*** Opening Exercise input ***
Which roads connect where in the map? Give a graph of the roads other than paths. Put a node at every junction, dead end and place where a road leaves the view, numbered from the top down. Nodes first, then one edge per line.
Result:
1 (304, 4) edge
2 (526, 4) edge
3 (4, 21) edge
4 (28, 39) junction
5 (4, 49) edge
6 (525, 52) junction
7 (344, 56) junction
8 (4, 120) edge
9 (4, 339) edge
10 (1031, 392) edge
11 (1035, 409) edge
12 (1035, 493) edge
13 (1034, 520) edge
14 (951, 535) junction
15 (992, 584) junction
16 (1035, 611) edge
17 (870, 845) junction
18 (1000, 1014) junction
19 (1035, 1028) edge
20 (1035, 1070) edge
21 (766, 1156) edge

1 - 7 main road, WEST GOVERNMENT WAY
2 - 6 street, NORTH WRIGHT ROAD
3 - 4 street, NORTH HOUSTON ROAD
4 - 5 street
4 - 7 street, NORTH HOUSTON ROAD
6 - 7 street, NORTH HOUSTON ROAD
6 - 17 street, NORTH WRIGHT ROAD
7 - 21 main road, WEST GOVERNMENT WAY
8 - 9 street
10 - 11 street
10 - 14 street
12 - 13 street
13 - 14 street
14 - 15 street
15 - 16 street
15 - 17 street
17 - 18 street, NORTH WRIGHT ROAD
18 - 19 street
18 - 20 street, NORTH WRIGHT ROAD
*** Closing Exercise input ***
* **Assignment**
Reproduce all records exactly, without omissions.

* **Answer to the problem**
Which roads connect where in the map? Give a graph of the roads other than paths. Put a node at every junction, dead end and place where a road leaves the view, numbered from the top down. Nodes first, then one edge per line.
Result:
1 (304, 4) edge
2 (526, 4) edge
3 (4, 21) edge
4 (28, 39) junction
5 (4, 49) edge
6 (525, 52) junction
7 (344, 56) junction
8 (4, 120) edge
9 (4, 339) edge
10 (1031, 392) edge
11 (1035, 409) edge
12 (1035, 493) edge
13 (1034, 520) edge
14 (951, 535) junction
15 (992, 584) junction
16 (1035, 611) edge
17 (870, 845) junction
18 (1000, 1014) junction
19 (1035, 1028) edge
20 (1035, 1070) edge
21 (766, 1156) edge

1 - 7 main road, WEST GOVERNMENT WAY
2 - 6 street, NORTH WRIGHT ROAD
3 - 4 street, NORTH HOUSTON ROAD
4 - 5 street
4 - 7 street, NORTH HOUSTON ROAD
6 - 7 street, NORTH HOUSTON ROAD
6 - 17 street, NORTH WRIGHT ROAD
7 - 21 main road, WEST GOVERNMENT WAY
8 - 9 street
10 - 11 street
10 - 14 street
12 - 13 street
13 - 14 street
14 - 15 street
15 - 16 street
15 - 17 street
17 - 18 street, NORTH WRIGHT ROAD
18 - 19 street
18 - 20 street, NORTH WRIGHT ROAD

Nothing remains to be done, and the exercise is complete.